→ Assignment:
Copy every line of the entries that has the string "serif" in it.

→ Provided data:
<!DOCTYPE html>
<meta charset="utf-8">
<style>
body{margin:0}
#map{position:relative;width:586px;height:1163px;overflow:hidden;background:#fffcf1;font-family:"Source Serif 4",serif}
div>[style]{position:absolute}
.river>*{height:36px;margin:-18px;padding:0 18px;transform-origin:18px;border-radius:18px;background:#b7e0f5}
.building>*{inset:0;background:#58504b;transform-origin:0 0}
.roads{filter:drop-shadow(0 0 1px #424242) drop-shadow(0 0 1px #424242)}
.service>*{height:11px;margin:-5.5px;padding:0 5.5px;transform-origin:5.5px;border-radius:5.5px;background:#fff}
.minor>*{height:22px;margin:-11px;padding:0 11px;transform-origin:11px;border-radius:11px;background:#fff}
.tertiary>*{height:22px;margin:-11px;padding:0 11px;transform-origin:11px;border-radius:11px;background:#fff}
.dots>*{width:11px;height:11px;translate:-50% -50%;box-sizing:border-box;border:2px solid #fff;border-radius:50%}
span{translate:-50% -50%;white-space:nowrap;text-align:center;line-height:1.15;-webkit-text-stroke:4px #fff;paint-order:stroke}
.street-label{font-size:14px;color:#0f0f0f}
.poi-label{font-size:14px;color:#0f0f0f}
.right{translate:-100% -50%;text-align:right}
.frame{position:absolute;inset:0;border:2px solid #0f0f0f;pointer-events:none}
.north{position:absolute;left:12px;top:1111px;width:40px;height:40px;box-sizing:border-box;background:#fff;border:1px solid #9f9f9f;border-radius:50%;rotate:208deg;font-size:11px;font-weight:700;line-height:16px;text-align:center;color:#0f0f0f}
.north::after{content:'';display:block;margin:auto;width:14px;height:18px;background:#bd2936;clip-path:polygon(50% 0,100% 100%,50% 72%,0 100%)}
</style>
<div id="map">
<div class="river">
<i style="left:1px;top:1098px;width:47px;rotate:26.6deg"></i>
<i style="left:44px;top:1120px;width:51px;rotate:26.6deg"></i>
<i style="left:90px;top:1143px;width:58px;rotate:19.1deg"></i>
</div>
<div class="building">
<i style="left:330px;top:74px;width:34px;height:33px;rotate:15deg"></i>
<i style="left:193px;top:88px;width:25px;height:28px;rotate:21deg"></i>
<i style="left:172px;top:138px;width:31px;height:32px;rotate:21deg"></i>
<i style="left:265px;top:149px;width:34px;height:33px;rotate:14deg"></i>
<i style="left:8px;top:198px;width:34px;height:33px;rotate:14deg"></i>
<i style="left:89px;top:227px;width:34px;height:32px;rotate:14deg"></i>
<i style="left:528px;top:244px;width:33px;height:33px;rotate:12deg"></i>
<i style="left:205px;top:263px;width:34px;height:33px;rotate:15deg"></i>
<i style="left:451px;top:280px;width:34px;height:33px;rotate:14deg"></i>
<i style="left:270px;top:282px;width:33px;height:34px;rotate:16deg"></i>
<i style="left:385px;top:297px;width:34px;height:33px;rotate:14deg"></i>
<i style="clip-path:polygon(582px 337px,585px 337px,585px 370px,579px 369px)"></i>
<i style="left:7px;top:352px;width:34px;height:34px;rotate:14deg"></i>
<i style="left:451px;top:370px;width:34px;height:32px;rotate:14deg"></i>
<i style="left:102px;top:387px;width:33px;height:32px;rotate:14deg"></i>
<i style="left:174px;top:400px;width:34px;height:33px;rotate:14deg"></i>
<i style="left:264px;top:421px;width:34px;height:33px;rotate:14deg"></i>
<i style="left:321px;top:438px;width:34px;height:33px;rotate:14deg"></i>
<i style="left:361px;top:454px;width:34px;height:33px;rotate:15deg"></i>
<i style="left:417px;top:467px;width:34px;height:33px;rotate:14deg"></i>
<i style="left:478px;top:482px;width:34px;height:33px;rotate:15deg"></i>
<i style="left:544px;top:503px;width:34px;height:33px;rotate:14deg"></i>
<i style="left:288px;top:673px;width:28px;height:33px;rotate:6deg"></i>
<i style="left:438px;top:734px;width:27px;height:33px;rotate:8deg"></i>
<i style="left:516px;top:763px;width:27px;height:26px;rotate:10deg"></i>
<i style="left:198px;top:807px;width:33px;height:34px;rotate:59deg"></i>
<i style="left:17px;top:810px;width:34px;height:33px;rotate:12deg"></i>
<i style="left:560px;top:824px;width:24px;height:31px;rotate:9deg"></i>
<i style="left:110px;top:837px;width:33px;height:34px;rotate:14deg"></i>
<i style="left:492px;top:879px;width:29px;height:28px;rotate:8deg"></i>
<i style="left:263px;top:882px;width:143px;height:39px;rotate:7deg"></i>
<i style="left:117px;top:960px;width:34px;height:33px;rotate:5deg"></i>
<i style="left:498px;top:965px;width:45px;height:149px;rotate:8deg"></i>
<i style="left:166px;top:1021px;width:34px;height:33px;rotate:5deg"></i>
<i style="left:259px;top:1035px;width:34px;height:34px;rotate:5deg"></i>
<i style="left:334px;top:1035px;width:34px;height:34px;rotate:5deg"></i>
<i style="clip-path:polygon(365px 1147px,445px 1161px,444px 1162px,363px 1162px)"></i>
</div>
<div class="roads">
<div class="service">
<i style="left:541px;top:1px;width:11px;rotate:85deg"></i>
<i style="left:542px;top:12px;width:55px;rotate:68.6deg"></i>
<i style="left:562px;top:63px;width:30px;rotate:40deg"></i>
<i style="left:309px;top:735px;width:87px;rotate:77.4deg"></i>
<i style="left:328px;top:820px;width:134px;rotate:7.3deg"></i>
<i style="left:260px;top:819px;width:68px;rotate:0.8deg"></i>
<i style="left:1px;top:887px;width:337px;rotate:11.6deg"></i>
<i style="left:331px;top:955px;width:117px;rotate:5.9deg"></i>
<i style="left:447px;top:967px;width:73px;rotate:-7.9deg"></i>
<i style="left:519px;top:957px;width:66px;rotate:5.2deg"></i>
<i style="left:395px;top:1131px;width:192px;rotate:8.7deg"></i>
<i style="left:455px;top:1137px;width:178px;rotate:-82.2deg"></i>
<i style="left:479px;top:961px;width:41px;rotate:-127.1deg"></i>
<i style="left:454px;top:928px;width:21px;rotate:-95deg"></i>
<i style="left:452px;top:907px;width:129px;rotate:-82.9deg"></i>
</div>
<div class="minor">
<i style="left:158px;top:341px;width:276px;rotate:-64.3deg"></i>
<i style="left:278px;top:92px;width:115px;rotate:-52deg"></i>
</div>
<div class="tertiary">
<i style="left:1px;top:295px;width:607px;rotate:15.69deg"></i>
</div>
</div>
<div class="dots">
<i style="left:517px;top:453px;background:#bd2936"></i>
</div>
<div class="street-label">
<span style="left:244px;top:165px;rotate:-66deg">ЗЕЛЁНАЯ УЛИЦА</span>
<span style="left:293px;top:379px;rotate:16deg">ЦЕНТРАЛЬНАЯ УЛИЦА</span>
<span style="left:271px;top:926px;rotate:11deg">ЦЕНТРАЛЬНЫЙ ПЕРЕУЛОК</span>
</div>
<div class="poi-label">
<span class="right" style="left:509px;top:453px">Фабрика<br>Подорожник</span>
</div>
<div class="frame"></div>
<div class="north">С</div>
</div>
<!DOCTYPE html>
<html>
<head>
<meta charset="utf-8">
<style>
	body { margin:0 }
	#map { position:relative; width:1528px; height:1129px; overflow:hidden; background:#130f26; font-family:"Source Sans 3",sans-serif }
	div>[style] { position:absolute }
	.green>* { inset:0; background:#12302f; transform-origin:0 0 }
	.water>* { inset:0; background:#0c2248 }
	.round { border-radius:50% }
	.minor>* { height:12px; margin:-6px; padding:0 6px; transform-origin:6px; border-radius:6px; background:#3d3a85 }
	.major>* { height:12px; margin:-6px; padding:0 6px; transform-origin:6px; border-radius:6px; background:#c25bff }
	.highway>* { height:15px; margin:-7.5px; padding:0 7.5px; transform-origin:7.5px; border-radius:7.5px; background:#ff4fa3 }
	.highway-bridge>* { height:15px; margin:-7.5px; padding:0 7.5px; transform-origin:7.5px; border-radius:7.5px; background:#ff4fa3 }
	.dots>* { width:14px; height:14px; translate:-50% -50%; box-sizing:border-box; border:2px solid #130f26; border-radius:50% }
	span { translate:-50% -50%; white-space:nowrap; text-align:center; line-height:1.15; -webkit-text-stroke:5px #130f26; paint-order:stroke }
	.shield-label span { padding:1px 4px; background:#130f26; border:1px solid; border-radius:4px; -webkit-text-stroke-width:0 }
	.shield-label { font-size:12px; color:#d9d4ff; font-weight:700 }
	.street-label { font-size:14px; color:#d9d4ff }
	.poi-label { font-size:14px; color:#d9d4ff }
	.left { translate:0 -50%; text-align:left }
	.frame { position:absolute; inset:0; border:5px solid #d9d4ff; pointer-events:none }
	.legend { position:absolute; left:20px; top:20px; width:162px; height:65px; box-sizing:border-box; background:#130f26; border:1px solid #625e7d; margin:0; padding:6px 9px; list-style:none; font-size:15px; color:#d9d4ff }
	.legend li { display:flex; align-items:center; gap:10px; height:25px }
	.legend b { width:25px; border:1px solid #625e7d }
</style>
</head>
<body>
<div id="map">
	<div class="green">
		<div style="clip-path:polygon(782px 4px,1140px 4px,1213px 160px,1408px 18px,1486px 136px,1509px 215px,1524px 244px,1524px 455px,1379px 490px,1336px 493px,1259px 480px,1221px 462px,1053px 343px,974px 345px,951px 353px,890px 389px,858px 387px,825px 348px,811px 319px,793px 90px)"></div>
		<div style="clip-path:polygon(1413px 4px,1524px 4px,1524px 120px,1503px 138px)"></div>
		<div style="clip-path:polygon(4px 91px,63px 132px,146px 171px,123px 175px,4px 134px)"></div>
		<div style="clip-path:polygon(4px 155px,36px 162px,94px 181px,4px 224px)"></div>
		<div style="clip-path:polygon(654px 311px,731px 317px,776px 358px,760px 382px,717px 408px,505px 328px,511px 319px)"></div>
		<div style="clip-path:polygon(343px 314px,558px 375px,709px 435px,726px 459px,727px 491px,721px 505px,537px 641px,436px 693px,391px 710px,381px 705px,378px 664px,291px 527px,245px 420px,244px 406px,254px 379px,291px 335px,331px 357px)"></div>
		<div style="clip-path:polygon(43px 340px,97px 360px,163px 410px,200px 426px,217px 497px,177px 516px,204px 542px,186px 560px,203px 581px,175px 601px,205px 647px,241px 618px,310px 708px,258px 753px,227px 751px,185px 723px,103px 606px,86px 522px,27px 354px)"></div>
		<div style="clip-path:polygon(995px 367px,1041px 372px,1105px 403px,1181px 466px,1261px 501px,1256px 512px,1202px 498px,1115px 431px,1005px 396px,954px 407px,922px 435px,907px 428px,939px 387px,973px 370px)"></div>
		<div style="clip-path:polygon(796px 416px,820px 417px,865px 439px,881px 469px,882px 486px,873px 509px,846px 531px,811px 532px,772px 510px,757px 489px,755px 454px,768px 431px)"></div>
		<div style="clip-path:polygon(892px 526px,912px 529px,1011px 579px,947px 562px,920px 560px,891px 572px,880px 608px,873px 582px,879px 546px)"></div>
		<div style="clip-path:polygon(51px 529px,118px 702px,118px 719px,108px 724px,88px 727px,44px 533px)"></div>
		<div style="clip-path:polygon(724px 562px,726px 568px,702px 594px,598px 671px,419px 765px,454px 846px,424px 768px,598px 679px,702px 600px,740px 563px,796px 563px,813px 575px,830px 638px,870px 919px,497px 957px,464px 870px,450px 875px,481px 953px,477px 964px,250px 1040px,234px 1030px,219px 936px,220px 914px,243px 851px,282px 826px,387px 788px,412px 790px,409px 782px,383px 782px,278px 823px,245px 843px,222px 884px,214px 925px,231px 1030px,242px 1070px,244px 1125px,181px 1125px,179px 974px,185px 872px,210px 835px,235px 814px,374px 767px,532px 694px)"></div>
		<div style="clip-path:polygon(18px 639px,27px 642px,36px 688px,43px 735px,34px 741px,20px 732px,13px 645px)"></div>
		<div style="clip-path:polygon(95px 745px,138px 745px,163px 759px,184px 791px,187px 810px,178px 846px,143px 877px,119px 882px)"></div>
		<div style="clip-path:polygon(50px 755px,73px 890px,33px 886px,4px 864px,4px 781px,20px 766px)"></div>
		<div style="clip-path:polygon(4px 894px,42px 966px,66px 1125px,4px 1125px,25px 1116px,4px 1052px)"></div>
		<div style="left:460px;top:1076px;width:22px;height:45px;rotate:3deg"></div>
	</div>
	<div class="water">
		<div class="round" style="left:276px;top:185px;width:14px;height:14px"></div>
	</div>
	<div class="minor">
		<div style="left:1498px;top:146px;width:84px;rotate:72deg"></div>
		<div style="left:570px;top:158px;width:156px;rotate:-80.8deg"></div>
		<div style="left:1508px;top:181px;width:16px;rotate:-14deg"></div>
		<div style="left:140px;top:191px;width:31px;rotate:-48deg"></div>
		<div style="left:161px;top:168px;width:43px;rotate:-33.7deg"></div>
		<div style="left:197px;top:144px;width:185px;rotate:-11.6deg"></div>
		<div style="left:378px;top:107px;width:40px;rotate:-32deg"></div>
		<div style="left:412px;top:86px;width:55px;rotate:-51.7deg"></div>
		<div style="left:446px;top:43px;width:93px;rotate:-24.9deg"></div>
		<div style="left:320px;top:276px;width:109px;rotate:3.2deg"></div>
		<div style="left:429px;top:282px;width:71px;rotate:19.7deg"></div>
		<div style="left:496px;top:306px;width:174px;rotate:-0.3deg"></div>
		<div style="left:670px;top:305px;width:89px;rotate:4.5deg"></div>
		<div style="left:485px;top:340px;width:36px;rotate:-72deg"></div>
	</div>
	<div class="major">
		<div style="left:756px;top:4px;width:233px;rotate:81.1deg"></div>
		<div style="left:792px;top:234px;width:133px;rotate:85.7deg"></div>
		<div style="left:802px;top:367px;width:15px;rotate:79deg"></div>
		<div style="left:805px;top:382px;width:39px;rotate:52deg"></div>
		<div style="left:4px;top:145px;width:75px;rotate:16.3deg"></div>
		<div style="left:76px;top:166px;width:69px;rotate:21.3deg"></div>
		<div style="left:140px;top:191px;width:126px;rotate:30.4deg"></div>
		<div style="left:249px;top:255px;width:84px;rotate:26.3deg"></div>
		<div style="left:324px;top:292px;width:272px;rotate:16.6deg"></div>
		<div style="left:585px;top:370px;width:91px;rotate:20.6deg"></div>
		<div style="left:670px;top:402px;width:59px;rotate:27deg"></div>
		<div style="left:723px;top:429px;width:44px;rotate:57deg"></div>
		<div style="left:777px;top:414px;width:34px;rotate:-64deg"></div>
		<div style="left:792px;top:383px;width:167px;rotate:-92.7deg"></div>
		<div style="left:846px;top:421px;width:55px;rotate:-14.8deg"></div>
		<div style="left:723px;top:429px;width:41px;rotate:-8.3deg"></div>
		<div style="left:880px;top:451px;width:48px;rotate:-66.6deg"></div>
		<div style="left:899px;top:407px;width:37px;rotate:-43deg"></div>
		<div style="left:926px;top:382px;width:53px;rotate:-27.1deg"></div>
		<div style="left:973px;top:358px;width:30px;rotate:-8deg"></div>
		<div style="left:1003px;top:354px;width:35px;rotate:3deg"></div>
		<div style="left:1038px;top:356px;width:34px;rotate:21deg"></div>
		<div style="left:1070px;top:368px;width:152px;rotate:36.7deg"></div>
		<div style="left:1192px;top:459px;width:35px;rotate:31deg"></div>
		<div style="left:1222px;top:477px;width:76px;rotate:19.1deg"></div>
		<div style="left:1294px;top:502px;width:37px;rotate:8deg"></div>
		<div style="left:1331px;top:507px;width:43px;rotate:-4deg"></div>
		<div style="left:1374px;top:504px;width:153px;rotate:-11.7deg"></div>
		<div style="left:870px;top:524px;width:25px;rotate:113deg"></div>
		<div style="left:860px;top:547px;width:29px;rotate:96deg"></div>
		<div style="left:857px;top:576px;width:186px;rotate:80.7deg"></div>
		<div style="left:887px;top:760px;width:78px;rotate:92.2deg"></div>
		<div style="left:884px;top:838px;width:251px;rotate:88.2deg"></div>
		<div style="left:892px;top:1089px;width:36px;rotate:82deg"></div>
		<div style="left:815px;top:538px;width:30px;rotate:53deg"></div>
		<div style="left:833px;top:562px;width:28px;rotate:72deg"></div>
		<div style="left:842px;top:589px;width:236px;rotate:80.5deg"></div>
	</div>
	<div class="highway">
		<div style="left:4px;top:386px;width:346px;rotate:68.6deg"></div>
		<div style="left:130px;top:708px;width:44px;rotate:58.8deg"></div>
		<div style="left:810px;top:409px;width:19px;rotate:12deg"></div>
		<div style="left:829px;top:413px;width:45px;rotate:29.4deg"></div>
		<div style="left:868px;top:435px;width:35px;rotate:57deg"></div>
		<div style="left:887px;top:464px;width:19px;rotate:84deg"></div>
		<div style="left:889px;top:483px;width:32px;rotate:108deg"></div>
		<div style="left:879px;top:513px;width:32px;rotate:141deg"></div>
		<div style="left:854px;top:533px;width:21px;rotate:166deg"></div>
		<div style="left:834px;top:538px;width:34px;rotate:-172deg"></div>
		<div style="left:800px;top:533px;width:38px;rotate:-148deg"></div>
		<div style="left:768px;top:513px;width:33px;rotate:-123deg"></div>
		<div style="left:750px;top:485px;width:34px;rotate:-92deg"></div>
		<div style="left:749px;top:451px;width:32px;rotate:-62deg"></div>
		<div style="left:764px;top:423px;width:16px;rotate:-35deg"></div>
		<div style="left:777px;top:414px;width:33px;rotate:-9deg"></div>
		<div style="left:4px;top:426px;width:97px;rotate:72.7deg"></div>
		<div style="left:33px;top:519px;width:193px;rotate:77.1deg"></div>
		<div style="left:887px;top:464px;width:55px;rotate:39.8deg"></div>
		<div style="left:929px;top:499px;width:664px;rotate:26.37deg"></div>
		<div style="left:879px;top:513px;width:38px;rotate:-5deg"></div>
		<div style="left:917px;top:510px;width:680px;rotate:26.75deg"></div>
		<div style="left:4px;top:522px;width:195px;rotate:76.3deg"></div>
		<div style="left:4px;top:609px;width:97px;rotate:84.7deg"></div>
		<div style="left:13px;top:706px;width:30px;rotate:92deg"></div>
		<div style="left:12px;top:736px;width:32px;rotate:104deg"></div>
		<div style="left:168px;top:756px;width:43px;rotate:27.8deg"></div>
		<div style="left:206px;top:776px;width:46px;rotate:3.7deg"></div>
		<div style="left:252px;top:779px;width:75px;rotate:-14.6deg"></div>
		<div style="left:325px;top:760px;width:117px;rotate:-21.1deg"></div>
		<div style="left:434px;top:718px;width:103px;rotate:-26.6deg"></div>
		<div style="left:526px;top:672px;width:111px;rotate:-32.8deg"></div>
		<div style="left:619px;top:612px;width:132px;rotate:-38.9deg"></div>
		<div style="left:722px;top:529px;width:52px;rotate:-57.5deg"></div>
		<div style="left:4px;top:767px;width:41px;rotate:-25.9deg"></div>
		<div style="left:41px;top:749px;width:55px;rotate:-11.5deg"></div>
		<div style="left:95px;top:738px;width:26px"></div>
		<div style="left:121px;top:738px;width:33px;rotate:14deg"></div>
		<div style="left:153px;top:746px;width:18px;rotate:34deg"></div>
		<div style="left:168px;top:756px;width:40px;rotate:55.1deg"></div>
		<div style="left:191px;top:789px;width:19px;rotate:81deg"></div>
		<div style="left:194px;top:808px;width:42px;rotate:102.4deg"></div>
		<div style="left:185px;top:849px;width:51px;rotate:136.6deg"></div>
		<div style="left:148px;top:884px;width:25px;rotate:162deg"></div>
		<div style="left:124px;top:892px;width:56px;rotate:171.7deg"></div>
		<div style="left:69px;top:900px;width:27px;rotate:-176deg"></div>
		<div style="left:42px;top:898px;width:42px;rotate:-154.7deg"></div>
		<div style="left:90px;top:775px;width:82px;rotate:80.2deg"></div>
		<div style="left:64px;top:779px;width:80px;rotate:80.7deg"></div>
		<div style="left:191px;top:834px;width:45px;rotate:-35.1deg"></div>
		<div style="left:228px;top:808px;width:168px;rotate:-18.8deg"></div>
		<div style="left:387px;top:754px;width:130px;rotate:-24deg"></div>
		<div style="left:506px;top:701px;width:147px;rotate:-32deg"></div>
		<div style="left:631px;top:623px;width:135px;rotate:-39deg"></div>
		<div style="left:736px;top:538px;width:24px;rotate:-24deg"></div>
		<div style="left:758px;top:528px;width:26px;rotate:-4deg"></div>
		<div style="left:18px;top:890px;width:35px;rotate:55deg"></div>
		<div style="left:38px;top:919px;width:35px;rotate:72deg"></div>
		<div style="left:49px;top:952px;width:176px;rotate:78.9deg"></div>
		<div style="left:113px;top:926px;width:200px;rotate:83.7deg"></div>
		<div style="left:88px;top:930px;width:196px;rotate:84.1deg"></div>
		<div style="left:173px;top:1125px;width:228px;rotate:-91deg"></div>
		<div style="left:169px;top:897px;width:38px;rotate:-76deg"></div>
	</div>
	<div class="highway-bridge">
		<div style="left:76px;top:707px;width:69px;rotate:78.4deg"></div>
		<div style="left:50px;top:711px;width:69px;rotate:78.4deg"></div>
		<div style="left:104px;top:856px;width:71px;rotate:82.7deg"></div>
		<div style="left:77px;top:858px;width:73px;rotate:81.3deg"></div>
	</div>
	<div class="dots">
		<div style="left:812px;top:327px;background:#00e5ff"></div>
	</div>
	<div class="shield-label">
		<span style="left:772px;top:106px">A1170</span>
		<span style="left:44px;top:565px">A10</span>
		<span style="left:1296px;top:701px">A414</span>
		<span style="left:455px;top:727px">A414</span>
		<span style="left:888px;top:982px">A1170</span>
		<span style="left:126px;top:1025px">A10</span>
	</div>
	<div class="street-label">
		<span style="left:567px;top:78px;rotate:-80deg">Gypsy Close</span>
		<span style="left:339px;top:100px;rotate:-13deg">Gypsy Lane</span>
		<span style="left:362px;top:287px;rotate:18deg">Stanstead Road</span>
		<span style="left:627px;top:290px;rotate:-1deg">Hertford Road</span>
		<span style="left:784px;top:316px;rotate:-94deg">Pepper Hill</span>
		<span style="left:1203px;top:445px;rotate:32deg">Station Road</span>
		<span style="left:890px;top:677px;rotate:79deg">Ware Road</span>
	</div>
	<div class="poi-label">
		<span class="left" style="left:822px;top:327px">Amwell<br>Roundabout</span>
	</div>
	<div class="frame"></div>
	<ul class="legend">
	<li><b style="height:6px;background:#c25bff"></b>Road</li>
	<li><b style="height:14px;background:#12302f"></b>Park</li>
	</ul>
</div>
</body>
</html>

→ Task solution:
#map{position:relative;width:586px;height:1163px;overflow:hidden;background:#fffcf1;font-family:"Source Serif 4",serif}
	#map { position:relative; width:1528px; height:1129px; overflow:hidden; background:#130f26; font-family:"Source Sans 3",sans-serif }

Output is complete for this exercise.